Using the data below, show every line where the word "工业大道" occurs.

─── SOURCE DATA

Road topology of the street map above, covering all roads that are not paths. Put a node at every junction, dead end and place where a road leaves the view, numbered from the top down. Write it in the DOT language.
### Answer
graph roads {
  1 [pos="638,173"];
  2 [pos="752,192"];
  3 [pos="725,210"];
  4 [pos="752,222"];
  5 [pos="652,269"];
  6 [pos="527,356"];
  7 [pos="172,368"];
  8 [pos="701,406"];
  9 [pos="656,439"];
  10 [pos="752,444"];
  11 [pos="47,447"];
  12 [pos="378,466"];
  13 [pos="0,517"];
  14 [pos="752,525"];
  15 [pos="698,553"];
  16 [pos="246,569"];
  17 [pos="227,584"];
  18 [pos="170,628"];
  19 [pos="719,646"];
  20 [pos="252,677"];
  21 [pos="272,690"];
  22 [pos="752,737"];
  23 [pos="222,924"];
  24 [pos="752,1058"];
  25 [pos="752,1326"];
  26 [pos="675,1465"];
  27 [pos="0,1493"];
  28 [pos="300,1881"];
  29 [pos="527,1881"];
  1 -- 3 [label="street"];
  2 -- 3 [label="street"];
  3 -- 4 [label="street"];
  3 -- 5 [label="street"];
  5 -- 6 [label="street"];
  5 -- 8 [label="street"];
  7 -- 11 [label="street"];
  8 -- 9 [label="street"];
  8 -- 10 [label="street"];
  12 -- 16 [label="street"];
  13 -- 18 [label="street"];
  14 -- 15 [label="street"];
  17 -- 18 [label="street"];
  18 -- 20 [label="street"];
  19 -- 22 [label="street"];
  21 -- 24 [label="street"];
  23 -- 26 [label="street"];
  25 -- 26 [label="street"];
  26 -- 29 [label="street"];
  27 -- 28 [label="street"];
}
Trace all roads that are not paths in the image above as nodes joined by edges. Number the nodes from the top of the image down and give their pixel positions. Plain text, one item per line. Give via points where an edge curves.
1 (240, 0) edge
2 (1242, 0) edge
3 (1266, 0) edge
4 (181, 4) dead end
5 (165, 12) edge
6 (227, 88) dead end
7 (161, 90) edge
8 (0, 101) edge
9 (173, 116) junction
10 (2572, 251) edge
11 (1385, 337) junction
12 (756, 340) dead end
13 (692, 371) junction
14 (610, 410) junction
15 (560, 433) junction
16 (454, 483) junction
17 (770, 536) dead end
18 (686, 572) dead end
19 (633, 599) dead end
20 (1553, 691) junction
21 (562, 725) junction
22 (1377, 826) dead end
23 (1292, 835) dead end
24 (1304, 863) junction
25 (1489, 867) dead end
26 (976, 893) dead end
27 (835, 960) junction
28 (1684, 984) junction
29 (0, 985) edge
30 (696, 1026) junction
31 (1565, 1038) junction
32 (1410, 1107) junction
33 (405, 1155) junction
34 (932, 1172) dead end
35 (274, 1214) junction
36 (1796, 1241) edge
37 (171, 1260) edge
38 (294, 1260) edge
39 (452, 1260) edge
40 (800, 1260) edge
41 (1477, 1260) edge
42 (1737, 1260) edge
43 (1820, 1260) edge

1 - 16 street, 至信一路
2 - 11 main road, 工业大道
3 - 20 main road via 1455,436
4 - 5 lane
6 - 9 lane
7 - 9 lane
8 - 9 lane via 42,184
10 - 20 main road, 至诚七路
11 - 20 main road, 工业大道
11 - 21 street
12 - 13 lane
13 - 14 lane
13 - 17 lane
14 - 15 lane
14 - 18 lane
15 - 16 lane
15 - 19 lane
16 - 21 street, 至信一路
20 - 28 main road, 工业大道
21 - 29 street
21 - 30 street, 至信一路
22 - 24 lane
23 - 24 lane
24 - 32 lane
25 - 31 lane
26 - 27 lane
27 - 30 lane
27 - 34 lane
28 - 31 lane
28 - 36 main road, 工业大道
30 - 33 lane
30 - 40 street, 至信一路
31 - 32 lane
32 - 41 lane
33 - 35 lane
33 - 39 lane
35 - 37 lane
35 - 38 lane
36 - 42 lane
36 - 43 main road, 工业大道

──────

-- TASK OUTPUT --
2 - 11 main road, 工业大道
11 - 20 main road, 工业大道
20 - 28 main road, 工业大道
28 - 36 main road, 工业大道
36 - 43 main road, 工业大道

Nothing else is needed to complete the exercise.